La reforma incluyó como obligadas a Correos de Costa Rica, la Refinadora Costarricense de Petróleo, el Sistema Nacional de Radio y Televisión, el Instituto Costarricense de Ferrocarriles, el Instituto Nacional de Seguros, la Editorial Costa Rica, el Instituto Costarricense de Electricidad, el Banco Nacional de Costa Rica y el Banco de Costa Rica.

La Sala Primera también rechazó los reclamos del Estado sobre prescripción. La representación estatal alegó que la demanda se presentó fuera del plazo legal, pues la Ley de Protección al Trabajador entró en vigencia en 2000 y la acción se presentó hasta 2012. No obstante, la Sala concluyó que el plazo para reclamar la indemnización empieza a correr a partir de la firmeza de la declaratoria de la conducta omisiva antijurídica, porque antes de esa declaratoria no existe un derecho de cobro por esa omisión.

El Estado también alegó cosa juzgada material y sostuvo que la Sala Constitucional ya había resuelto procesos vinculados con la omisión de reglamentar el artículo 78 de la Ley de Protección al Trabajador. Sin embargo, la Sala Primera rechazó ese argumento al considerar que la vía constitucional analizó situaciones específicas desde una perspectiva constitucional, mientras que el proceso contencioso examinó las obligaciones legales y el conjunto de hechos ocurridos desde la entrada en vigencia de la ley hasta la emisión del decreto.

Otro de los argumentos rechazados fue la supuesta falta de legitimación de Villalta para reclamar una indemnización a favor del IVM. La Sala concluyó que el demandante no reclamó el dinero para sí, sino para el fondo del seguro, del cual la CCSS es administradora y no titular. Por esa razón, la Sala mantuvo que el reclamo podía plantearse en defensa del interés colectivo de las personas aseguradas.

La resolución sí acogió parcialmente el reclamo del Estado sobre el punto de partida del cálculo de los daños. Para la Sala, no correspondía atribuirle al Poder Ejecutivo responsabilidad desde 2001, pues la CCSS remitió su primera propuesta técnica hasta junio de 2003. Al sumar el plazo razonable de 18 meses que había establecido el tribunal, el inicio del período indemnizable quedó fijado en diciembre de 2004.

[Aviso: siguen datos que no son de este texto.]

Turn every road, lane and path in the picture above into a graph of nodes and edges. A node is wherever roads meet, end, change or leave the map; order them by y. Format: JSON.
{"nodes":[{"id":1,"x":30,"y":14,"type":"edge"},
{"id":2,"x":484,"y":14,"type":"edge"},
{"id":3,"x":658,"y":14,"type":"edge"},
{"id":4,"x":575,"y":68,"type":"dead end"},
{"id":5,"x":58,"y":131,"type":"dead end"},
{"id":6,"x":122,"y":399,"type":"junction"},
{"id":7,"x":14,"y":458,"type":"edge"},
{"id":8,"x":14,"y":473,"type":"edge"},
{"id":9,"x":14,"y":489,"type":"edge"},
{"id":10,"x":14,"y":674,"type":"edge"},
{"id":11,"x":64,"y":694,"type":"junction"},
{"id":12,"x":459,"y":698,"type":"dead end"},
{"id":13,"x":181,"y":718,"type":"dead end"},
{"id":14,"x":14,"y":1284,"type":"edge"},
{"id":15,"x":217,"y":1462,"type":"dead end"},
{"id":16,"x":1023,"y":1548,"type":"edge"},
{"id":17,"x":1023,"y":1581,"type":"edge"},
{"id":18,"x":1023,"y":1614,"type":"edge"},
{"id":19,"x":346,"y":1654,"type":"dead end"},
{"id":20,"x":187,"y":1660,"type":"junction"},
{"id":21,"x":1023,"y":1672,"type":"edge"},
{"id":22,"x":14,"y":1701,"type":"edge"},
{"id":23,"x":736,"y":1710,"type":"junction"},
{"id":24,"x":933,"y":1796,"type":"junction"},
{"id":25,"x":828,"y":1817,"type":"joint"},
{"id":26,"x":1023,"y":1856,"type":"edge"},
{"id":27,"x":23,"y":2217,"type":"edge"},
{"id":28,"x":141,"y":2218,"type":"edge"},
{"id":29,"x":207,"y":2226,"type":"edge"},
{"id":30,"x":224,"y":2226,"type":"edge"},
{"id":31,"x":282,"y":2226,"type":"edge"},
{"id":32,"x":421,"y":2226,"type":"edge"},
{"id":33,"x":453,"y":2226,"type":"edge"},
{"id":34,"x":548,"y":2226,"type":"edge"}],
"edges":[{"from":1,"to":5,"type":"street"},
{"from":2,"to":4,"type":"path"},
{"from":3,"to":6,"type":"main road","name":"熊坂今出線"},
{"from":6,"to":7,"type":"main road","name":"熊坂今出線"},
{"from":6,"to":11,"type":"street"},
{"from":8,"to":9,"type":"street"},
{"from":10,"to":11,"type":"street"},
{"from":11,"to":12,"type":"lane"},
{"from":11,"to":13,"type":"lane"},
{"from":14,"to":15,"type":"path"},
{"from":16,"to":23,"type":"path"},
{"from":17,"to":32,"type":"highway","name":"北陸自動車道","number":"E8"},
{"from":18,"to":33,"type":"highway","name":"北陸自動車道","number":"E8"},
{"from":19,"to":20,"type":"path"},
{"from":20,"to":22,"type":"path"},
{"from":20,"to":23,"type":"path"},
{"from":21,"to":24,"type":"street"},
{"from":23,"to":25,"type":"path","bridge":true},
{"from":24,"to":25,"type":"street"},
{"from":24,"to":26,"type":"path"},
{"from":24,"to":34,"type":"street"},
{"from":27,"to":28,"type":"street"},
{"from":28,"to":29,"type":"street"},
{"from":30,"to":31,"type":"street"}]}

La fórmula de cálculo se mantiene en sus demás extremos. El monto deberá determinarse a partir del promedio de las utilidades declaradas por las empresas públicas obligadas, desde la entrada en vigencia del decreto y la reforma posterior del artículo 78, hasta la firmeza de la sentencia. Sobre ese promedio se aplicará el 5%, y el resultado se usará para cada año y fracción del periodo comprendido entre el 1 de diciembre de 2004 y el 29 de mayo de 2012.

La Sala Primera sostuvo que esa metodología no vulnera el derecho de defensa del Estado ni vuelve más cuantiosa la condena por sí misma, sino que ofrece un parámetro más amplio para calcular el promedio de utilidades. Según el fallo, ese cálculo podría generar sumas mayores o menores, según las utilidades reportadas por las empresas incluidas.

El monto final quedará sujeto a la etapa de ejecución de sentencia. Sin embargo, el diputado Villalta Florez-Estrada anunció este miércoles en plenario la notificación de la sentencia de la Sala Primera, y afirmó que estima en unos 100.000 millones de colones el monto que el Estado deberá pagar al régimen IVM de la Caja.

"Es una de las condenas de daños más grandes en la historia del país y va a generar un precedente", dijo el legislador frenteamplista ante el plenario legislativo.

José María Villalta, demandante de este caso en el año 2012, anunció la notificación de la sentencia de la Sala Primera en la sesión de plenario de este miércoles 13 de mayo.